Dancer Upstairs (The)
Based on a 1997 novel, "The Dancer Upstairs," shot before September 11th, 2001, is an eerie, timely, contemplation on terrorism. Augustin (Bardem) has joined the police force after quitting law, and is assigned to stop a terrorist, Ezequiel, who strikes at random, each time leaving a mark by publicly hanging a dead dog. (In China, a dead dog symbolizes that the people have executed a tyrant.)

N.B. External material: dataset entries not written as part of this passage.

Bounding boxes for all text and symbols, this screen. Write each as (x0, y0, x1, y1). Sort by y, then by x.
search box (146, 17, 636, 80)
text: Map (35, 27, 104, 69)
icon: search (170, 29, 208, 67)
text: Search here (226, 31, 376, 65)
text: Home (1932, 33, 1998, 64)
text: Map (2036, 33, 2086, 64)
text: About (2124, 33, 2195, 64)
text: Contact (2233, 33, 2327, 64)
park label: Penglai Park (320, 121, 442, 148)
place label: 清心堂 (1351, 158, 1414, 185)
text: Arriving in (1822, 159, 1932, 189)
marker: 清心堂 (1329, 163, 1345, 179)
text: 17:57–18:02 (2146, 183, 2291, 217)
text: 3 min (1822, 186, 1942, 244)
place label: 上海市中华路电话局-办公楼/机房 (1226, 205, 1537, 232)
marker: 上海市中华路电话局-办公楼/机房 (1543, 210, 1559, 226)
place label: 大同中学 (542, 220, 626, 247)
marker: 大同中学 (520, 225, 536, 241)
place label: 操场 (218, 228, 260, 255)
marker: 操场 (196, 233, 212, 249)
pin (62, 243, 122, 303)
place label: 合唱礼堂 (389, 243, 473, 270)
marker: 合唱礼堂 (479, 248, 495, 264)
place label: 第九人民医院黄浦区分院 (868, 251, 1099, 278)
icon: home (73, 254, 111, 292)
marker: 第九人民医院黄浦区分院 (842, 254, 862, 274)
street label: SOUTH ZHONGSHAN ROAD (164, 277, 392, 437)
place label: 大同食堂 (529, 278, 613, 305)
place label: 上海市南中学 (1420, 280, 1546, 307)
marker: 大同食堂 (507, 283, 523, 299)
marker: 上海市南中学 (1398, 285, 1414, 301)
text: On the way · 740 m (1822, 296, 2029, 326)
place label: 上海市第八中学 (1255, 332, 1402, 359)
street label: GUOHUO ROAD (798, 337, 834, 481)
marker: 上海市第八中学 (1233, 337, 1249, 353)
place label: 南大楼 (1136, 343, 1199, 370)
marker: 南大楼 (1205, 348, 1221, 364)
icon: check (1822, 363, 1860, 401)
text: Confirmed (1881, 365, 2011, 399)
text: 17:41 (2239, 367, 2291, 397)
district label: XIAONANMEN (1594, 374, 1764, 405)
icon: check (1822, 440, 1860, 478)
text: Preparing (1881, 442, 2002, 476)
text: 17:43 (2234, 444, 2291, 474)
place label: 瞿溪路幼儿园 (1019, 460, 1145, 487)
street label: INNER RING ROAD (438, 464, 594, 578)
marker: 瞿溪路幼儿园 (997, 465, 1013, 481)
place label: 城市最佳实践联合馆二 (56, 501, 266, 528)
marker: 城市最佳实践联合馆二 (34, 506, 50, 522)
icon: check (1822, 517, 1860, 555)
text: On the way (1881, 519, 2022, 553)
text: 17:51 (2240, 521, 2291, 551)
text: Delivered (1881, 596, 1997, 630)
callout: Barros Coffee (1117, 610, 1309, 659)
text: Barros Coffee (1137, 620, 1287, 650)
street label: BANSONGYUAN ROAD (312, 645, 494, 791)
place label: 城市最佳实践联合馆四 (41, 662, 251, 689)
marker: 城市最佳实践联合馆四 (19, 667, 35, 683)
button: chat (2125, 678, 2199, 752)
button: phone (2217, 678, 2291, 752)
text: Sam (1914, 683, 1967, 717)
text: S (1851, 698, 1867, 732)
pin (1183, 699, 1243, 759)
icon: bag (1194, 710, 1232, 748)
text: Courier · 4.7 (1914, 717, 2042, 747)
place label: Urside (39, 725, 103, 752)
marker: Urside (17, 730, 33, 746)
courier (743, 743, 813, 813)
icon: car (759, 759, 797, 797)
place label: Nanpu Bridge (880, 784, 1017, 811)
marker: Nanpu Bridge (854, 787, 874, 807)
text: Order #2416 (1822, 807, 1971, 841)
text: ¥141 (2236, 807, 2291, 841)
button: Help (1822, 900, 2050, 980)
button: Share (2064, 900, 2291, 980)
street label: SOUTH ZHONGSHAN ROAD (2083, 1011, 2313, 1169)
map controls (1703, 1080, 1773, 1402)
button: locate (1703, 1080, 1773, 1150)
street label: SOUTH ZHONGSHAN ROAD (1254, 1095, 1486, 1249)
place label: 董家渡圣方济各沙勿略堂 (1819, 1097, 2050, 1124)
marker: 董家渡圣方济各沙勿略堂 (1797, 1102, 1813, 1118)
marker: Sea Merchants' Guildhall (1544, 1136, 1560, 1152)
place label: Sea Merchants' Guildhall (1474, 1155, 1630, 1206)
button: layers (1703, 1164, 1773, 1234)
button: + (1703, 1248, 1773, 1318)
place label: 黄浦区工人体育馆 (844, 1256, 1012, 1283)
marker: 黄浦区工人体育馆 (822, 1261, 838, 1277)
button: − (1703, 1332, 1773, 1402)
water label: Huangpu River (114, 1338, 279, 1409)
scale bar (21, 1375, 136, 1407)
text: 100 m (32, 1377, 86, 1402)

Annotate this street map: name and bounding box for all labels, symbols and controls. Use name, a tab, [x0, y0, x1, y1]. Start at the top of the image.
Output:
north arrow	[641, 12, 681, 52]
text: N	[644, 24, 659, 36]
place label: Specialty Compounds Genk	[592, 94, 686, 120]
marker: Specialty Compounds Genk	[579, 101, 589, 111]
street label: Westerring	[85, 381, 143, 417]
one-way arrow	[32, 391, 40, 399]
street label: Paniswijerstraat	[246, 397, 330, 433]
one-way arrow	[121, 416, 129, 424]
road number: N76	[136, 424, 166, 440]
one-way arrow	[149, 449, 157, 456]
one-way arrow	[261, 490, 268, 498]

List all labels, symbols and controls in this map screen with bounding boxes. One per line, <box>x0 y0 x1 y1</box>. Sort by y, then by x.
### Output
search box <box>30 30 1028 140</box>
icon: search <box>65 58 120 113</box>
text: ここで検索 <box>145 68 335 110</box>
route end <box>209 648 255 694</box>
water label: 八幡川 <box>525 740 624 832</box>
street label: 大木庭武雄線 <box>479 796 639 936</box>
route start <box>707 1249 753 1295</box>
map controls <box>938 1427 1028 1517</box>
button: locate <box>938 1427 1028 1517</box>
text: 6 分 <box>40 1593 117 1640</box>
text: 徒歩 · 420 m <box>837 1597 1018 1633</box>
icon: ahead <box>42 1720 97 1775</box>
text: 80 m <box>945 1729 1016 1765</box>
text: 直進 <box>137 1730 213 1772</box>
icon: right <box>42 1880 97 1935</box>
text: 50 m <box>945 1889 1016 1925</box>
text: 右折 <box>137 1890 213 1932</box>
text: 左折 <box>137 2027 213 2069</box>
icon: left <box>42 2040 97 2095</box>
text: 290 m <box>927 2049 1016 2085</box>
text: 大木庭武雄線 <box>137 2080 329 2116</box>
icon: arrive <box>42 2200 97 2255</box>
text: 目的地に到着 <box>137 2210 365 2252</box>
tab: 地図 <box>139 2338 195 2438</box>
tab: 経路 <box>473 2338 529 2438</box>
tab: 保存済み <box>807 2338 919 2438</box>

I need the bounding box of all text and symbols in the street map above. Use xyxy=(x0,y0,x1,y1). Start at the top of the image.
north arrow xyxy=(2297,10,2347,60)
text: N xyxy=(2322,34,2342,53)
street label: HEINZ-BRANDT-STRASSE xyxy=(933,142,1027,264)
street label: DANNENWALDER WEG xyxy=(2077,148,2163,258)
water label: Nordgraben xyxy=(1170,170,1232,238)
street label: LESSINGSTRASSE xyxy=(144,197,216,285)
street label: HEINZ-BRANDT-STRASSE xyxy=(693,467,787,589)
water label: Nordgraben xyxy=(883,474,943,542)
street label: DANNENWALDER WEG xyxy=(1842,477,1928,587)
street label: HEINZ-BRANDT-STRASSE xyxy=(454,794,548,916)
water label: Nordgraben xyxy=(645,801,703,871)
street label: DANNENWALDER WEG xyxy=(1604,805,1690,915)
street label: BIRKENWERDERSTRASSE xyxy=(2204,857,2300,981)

Inspired by the Peruvian terrorists Shining Path, the story reveals how terrorism undermines national self-confidence. Ezequiel boldly kills helpless people in distant areas, which provokes the government to implement martial law and send the army to aid the investigation. Augustin, who seems to dote happily on his wife and daughter, all too easily stays away from home for work, never noticing his wife's obsession with improving her nose nor has a convincing reason for leaving his law practice. Trying to handle the Ezequiel crimes intuitively, he works more through gut feelings than by searching for clues. He's subtle and guarded, and only slowly faces, and is reluctant to act on, newfound love for Yolanda (Morante), his daughter's ballet teacher.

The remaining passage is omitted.